Engaged in the clothing industry for 20 years.
Gap posts Q2 profit but sales decline 8 percent
Net sales at Gap Inc. of 3.55 billion dollars, were down 8 percent compared to last year, while comparable sales were down 6 percent.
Reported net income was 117 million dollars; while reported diluted earnings per share were 32 cents. The company reported adjusted net income of 127 million dollars, and adjusted diluted earnings per share were 34 cents.
“I have long admired Gap Inc. as a customer, a brand builder, and most recently, as a board member. An even greater draw is the company’s storied brands. And I’m excited for the opportunity to lead the incredible people of Gap Inc. to unlock our full potential,” said Richard Dickson, president and chief executive officer, Gap Inc.

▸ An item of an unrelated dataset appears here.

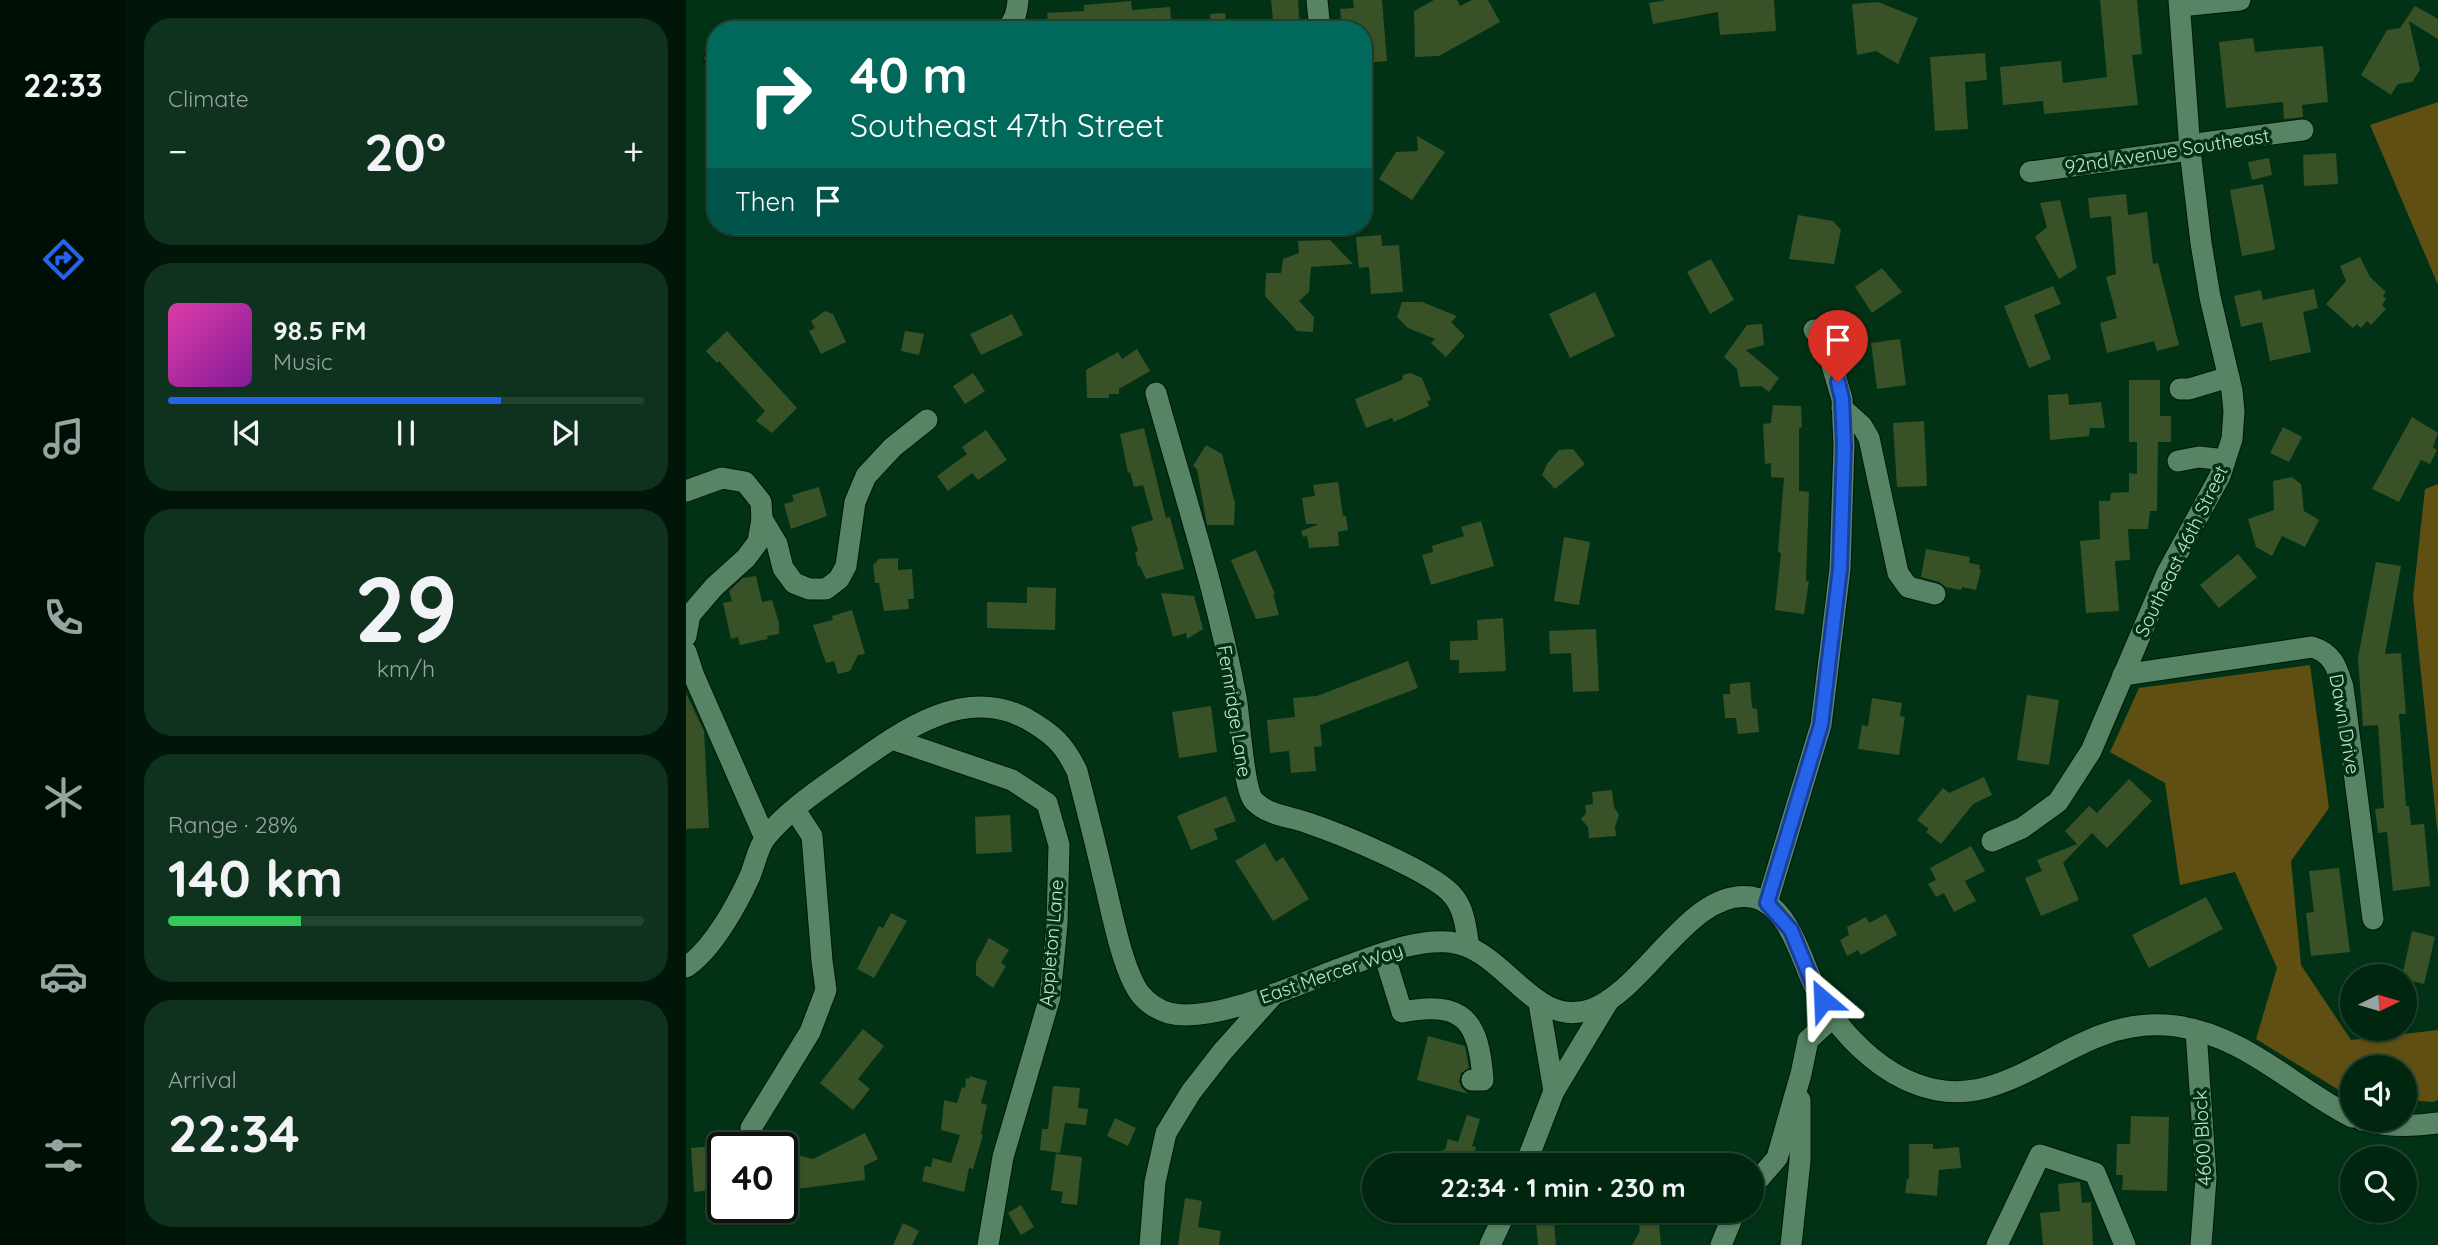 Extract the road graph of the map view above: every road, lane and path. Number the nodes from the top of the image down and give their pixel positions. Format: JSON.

“We’re seeing encouraging signs of progress, as our teams streamline the way we work so we can focus on growth-driving initiatives – a virtuous cycle that we’ll look to become our norm,” added Dickson.
Highlights of Gap’s Q2 performance
The company’s store sales for the quarter decreased 7 percent compared to last year. The company ended the quarter with 3,456 store locations in over 40 countries, of which 2,592 were company operated.
Online sales decreased 11 percent compared to last year and represented 33 percent of total net sales.
The company’s gross margin of 37.6 percent increased 310 basis points versus last year’s reported gross margin and increased 160 basis points. Reported operating income was 106 million dollars; while reported operating margin was 3 percent.
The company reported adjusted operating income of 119 million dollars and adjusted operating margin of 3.4 percent.
Review of core brands under Gap portfolio
Old Navy net sales of 1.96 billion dollars were down 6 percent, while comparable sales were down 6 percent. The company said that strength in women’s tops and woven bottoms and improved trends in men’s and kids were offset by softness in the active category as well as continued slower demand from the lower-income consumer.
Gap net sales of 755 million dollars were down 14 percent and comparable sales and comparable sales were down 1 percent. Excluding the negative impact from the sale of Gap China, the shutdown of Yeezy Gap and foreign exchange headwinds, net sales were down 4 percent versus last year. The company added that sales were driven by continued strength in the women’s category offset by strategic store closures in North America.
Banana Republic net sales of 480 million dollars, down 11 percent, while comparable sales were down 8 percent. While Banana Republic maintained market share in the quarter, sales growth remained impacted in the short-term.
Athleta net sales of 341 million dollars declined 1 percent and comparable sales were down 7 percent.
Gap expects mid-single digit decline in FY23 sales
“As we look toward the long-term, we believe our focus on unlocking the value of our important and iconic brands coupled with the transformative actions we are taking to improve our operating structure will position Gap Inc. back on its path towards delivering sustainable, profitable growth and value for our shareholders,” said Katrina O’Connell, executive vice president and chief financial officer, Gap Inc.
The company is estimating that third quarter net sales could decrease in the low double-digit range compared to last year’s net sales of 4.04 billion dollars.
The company anticipates that fiscal 2023 net sales could decrease in the mid-single digit range compared to last year’s net sales of 15.6 billion dollars.
Gap continues to expect gross margin expansion for fiscal 2023.